The Conventional Wisdom: Just Use Python

The default assumption in data engineering is that Python is the right language for everything. And for a lot of things, that’s true. Python is expressive, flexible, and every data engineer already knows it.

That logic extends to data quality. Tools built on Python let you write arbitrarily complex validations, chain logic, build custom statistical tests, and plug into any framework. If you can code it, you can check it.

There are good reasons this became the norm. Data quality started as an engineering problem — engineers built the pipelines, so engineers built the tests. Python was already there, so Python became the language of data testing.
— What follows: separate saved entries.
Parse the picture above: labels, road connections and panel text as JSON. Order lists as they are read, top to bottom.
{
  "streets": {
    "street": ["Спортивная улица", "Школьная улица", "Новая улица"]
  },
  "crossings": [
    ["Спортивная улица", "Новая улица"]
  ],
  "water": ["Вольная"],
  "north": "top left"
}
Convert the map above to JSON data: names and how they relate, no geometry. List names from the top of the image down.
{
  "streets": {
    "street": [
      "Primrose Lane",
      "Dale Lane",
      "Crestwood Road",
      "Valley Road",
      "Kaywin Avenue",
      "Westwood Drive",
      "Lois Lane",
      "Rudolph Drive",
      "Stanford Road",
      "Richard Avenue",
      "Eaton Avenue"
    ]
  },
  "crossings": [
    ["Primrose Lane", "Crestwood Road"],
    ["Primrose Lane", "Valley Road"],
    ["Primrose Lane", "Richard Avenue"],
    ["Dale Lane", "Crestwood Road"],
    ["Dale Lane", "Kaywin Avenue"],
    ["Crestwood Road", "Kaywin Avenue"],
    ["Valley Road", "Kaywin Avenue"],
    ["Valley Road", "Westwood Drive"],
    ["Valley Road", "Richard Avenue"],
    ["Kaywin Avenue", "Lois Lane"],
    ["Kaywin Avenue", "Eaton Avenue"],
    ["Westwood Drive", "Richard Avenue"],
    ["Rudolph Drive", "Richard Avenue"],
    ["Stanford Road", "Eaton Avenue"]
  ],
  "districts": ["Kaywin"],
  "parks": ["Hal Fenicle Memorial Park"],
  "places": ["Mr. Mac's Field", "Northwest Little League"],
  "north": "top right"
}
The problem is that this approach bakes in an assumption that hasn’t been true for years: that data quality is an engineering-only concern.

Why That’s Wrong

Data quality is everyone’s problem.

The data engineer who built the pipeline doesn’t know that the region_code column switched from ISO-2 to ISO-3 last quarter. The governance lead does. The analyst who noticed that revenue numbers stopped making sense on March 15th has the context the pipeline author lacks.

Those people usually can’t write production Python. But they can read and edit a YAML file.

When your data quality syntax requires programming expertise, you get a bottleneck:

Business users spot the problem. They know the data semantics, they see when numbers look wrong, they understand domain rules that no schema can capture.
They file a ticket or send an email: “Hey, can someone add a check for X?”
It sits in a backlog. The data engineering team has pipeline work, migrations, incident response.
The check either never gets written or arrives weeks later. By that point, the bad data has already caused damage downstream.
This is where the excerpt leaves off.